[Updated at 11:11 a.m. ET]
Pleasants says chapters in the book include how to testify as a witness and profiling.
[Updated at 11:09 a.m. ET]
The prosecution has called professor Scott Pleasants to testify. He taught Zimmerman in a class about criminal investigations in the summer of 2011 at Seminole State County.
[Updated at 11:05 a.m. ET]
The jury is being seated.
[Updated at 11 a.m. ET]
The judge is back on the bench. The prosecutor says there are some audio issues with the next witness.
[Updated at 10:38 a.m. ET]
The judge says the next witness will be testifying via webcam and won't be available until 11 a.m. ET. She has recessed court until then.
[Updated at 10:36 a.m. ET]
Krzenski tells defense attorney O'Mara that this is the only rider release filed by Zimmerman. He has been excused, and the attorneys are at a sidebar.
[Updated at 10:34 a.m. ET]
The prosecution has called Jim Krzenski to the witness stand. He is the administrative manager for the Sanford Police Department. He's reviewing a rider release form filled out by Zimmerman on March 15, 2010. Zimmerman lists the reason for his ride-along as: "Solidify my chances of a career in law enforcement." The prosecution has no more questions.
[Updated at 10:33 a.m. ET]
Carter says "imperfect self-defense" is where "the force that you are encountering, you meet that force disproportionately -- excess force. Like a gunshot." The prosecution has finished its questions, and the witness has been excused.

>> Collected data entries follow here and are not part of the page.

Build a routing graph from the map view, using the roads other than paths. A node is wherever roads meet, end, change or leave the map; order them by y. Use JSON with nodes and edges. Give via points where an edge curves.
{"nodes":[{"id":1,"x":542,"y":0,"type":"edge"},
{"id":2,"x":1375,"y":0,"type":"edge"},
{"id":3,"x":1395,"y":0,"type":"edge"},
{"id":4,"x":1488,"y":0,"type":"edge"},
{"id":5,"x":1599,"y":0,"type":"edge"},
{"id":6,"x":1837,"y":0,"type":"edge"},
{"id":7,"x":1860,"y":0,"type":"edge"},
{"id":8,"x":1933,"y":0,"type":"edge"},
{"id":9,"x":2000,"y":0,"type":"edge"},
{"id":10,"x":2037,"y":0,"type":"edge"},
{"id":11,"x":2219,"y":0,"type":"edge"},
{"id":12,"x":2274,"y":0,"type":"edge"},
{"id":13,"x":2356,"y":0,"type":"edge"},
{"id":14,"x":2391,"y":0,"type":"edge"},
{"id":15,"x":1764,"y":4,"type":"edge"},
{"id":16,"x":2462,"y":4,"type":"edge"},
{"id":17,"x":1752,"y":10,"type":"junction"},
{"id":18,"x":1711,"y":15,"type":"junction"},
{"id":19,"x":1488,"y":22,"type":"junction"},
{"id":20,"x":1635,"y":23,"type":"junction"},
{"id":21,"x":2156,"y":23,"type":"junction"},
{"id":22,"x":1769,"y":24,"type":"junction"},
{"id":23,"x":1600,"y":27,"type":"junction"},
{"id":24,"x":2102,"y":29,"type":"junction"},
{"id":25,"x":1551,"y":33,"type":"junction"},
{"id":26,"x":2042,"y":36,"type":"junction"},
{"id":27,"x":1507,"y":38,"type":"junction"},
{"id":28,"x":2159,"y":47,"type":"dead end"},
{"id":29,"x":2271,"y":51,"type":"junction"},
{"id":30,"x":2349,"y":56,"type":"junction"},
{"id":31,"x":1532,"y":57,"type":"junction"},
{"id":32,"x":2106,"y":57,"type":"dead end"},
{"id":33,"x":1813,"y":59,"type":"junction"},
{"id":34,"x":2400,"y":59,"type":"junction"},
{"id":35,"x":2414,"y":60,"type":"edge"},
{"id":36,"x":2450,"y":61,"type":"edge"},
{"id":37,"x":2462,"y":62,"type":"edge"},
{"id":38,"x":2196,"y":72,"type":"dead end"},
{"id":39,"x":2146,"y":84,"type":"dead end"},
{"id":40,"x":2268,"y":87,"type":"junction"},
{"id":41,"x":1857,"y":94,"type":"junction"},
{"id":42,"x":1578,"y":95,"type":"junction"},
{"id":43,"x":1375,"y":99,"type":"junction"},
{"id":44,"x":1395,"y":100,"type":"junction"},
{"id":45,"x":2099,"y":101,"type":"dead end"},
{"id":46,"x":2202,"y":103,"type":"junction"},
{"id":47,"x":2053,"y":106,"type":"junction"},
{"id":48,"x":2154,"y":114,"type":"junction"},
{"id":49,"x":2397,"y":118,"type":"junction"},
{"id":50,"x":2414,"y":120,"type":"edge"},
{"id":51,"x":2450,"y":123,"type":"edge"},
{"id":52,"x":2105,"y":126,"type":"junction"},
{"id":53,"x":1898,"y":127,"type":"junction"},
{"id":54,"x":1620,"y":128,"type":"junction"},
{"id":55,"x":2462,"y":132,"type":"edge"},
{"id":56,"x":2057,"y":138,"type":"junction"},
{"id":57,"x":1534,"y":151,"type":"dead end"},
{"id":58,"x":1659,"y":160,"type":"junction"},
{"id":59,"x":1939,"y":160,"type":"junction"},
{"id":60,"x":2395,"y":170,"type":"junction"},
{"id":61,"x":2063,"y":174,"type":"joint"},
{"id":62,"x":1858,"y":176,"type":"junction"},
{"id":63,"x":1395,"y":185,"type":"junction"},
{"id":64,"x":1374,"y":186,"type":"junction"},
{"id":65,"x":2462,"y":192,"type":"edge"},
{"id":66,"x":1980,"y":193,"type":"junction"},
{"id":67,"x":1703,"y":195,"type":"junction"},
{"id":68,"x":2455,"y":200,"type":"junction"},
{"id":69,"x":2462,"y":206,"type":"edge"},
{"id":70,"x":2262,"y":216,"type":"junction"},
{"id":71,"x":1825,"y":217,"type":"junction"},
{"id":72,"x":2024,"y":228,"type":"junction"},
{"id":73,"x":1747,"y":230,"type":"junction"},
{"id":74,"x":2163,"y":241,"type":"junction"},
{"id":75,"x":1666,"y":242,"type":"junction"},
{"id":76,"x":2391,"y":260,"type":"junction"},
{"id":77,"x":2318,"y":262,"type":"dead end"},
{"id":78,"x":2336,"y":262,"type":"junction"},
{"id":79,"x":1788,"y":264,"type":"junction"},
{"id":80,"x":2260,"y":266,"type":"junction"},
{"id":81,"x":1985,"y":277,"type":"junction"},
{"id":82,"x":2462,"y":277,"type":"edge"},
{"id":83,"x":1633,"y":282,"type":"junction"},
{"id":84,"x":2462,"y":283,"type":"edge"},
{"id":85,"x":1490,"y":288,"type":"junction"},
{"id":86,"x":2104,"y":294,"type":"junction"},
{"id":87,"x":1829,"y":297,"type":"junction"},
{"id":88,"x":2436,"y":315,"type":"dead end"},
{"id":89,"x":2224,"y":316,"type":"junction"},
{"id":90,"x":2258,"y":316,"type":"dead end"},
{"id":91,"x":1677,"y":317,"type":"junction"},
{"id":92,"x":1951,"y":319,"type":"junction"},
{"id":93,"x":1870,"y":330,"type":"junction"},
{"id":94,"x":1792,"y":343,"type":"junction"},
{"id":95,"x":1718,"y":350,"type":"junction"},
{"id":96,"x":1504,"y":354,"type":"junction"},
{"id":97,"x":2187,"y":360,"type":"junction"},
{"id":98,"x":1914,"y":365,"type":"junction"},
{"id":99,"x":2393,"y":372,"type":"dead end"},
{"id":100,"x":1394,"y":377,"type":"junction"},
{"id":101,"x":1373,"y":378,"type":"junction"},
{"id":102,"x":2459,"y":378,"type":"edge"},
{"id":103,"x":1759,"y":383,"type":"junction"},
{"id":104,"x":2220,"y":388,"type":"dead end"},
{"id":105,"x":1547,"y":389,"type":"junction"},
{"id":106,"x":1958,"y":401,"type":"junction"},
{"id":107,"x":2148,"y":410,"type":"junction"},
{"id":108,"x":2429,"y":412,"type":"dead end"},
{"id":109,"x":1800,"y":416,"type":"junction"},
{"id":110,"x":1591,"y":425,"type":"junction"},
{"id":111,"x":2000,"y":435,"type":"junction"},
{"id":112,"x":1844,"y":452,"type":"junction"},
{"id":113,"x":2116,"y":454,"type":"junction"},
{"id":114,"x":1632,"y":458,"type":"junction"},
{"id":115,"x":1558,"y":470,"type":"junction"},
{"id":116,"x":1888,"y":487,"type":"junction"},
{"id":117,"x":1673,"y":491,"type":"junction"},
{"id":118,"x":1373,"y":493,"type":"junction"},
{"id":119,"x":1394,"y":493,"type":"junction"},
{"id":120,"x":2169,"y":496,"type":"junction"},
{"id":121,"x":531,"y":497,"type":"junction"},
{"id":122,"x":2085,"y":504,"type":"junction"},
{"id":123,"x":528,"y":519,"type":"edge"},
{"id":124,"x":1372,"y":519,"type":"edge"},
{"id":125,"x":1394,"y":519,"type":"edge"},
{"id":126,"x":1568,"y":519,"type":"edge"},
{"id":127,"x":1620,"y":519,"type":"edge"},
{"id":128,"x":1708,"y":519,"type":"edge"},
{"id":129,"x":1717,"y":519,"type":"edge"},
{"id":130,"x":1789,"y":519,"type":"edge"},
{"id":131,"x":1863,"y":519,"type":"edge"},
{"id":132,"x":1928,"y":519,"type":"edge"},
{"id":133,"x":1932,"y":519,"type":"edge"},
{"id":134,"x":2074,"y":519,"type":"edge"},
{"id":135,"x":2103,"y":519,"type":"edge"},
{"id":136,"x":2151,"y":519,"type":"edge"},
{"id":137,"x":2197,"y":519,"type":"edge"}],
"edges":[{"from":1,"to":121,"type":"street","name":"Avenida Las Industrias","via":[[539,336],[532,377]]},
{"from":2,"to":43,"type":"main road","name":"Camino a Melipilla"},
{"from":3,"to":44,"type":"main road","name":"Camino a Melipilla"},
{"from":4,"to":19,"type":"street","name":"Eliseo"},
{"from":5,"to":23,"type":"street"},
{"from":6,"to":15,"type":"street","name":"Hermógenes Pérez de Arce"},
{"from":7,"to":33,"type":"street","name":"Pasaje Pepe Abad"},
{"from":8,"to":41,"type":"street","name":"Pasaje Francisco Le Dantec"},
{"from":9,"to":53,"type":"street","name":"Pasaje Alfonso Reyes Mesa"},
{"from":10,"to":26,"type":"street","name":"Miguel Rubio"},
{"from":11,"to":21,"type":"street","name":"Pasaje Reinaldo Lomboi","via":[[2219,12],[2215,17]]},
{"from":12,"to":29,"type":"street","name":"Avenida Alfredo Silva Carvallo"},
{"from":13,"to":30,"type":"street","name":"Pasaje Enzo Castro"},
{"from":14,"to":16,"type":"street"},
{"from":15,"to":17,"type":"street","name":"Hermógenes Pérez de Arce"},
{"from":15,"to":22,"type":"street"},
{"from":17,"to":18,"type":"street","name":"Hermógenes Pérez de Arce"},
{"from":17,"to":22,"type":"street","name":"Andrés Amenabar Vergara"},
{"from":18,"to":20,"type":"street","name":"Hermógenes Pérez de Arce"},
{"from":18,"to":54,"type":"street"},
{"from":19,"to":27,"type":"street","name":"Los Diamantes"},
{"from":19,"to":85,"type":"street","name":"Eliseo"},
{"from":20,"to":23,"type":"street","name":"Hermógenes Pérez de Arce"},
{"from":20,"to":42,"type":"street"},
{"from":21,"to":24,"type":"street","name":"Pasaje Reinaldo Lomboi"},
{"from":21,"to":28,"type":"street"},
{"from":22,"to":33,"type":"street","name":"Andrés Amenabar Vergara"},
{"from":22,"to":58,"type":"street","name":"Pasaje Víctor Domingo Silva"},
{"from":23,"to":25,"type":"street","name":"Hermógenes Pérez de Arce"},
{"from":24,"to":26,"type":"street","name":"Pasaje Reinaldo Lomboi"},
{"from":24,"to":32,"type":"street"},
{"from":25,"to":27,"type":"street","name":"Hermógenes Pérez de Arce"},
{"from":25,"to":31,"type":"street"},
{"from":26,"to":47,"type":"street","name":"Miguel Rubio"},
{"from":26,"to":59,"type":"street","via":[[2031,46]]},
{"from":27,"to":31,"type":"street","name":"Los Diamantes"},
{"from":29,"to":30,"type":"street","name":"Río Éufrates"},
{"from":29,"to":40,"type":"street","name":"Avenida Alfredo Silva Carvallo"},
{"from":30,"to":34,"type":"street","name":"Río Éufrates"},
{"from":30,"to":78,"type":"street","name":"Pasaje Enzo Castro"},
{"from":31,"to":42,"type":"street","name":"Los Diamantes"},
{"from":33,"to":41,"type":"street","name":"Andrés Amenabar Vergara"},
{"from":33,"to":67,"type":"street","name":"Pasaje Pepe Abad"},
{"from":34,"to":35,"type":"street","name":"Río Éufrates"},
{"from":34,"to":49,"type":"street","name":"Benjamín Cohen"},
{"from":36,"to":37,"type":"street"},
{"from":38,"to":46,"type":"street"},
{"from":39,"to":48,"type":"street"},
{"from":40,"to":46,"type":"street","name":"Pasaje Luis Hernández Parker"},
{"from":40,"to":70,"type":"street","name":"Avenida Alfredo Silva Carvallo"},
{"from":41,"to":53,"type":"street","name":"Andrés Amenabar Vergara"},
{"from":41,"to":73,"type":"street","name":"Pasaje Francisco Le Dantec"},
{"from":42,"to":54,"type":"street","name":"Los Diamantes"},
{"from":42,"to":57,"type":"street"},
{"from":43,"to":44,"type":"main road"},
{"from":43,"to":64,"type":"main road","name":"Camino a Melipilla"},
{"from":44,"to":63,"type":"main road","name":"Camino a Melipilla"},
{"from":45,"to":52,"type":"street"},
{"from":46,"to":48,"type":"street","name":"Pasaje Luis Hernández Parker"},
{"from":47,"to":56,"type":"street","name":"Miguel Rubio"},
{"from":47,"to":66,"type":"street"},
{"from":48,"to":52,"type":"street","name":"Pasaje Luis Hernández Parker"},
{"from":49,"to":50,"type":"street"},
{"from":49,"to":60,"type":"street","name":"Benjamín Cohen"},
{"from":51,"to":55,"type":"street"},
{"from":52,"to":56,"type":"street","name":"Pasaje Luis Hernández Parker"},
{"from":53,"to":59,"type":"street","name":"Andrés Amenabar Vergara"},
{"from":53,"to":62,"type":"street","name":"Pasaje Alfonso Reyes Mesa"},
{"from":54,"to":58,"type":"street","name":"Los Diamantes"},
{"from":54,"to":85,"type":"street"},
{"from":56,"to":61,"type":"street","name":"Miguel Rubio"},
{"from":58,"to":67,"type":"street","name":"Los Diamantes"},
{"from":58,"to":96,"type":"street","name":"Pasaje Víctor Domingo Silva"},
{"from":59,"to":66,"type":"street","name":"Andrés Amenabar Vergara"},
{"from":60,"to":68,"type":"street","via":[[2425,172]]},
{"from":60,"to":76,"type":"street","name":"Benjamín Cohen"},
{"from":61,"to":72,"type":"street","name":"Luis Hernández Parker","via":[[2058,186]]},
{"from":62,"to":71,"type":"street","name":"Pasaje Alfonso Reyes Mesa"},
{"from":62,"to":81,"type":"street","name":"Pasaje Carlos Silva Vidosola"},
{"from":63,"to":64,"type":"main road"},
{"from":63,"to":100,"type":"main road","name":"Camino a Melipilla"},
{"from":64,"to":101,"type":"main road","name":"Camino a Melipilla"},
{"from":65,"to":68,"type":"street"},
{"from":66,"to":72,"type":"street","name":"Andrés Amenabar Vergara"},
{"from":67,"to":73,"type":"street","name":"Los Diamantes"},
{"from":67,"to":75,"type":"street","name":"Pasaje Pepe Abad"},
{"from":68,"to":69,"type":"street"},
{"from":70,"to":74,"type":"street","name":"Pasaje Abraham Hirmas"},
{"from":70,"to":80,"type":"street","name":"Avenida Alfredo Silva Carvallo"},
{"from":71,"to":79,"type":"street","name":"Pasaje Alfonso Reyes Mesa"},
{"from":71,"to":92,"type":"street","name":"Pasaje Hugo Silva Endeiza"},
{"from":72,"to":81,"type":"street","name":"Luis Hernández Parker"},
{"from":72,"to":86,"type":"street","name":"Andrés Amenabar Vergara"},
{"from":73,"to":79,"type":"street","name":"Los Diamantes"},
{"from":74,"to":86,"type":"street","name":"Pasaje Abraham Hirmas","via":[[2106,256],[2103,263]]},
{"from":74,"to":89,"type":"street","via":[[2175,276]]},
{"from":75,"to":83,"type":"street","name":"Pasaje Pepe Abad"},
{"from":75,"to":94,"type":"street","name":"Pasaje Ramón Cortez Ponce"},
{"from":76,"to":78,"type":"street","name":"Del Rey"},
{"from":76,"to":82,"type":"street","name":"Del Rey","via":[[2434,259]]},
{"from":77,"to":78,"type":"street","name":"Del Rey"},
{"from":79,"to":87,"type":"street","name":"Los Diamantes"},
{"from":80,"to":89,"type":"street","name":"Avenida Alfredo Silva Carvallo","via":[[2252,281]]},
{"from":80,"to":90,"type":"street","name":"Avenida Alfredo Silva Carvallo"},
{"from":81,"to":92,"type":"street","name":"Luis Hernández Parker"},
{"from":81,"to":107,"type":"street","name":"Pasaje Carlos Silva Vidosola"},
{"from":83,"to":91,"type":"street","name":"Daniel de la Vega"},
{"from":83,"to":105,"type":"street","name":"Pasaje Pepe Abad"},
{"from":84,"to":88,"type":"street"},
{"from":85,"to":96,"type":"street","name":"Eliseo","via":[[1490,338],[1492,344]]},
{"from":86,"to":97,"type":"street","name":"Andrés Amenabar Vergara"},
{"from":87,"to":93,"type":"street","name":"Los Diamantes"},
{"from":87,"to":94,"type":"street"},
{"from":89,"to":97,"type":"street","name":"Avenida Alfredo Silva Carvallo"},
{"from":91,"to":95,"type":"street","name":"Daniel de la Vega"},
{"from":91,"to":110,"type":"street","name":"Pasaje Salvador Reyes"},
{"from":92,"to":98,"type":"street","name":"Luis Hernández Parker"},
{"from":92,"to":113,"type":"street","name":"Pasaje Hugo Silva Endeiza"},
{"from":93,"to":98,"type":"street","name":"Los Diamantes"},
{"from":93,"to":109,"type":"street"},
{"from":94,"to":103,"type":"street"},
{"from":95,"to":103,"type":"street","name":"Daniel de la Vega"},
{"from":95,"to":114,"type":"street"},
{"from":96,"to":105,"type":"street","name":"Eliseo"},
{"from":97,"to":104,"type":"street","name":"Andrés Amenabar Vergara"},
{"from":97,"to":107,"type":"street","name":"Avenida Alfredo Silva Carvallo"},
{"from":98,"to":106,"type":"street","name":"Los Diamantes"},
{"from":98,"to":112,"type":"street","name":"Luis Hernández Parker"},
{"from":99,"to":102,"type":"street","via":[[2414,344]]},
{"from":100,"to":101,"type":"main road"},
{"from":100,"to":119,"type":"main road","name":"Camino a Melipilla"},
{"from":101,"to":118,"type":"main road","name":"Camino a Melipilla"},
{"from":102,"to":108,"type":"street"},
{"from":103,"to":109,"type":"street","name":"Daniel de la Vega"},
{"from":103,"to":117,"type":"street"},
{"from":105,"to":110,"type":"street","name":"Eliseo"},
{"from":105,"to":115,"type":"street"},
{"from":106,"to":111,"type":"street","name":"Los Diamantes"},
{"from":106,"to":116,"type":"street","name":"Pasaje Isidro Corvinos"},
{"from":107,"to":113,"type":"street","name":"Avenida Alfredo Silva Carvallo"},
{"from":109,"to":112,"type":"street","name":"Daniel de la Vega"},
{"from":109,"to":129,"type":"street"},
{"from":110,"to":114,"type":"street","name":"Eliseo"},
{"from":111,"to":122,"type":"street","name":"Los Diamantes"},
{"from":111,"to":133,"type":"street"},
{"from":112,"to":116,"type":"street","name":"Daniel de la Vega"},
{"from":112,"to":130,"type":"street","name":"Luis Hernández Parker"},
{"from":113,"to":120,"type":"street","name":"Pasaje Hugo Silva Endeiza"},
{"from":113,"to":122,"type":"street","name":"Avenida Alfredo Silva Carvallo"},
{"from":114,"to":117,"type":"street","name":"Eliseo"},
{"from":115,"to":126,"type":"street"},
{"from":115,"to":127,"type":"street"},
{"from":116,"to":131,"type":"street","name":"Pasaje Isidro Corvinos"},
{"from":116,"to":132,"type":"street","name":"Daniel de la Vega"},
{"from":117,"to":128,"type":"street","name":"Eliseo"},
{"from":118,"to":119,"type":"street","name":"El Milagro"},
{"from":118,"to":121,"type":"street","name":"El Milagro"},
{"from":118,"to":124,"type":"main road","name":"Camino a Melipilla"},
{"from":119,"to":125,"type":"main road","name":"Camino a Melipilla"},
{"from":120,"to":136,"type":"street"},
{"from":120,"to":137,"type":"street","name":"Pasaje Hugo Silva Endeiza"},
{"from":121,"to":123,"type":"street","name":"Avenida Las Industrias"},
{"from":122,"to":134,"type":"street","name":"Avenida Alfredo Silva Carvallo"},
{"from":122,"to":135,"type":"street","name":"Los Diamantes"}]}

[Updated at 10:30 a.m. ET]
The defense has finished its questions. Prosecutor Mantei wants to know about claiming self-defense when you provoke an attack. The defense objects, and the attorneys are at a sidebar.
[Updated at 10:28 a.m. ET]
Carter says "imperfect self-defense" is where someone counters force from a threat with a disproportionate level of force.
[Updated at 10:25 a.m. ET]
Carter says he also taught the class about "imperfect self-defense," where the tables turn in a situation.
[Updated at 10:24 a.m. ET]
Injuries support a person's fear of great bodily harm, according to Carter, but a person can still have a fear of harm without having injuries.
"You don't have to wait until you're almost dead to defense yourself?" asks West.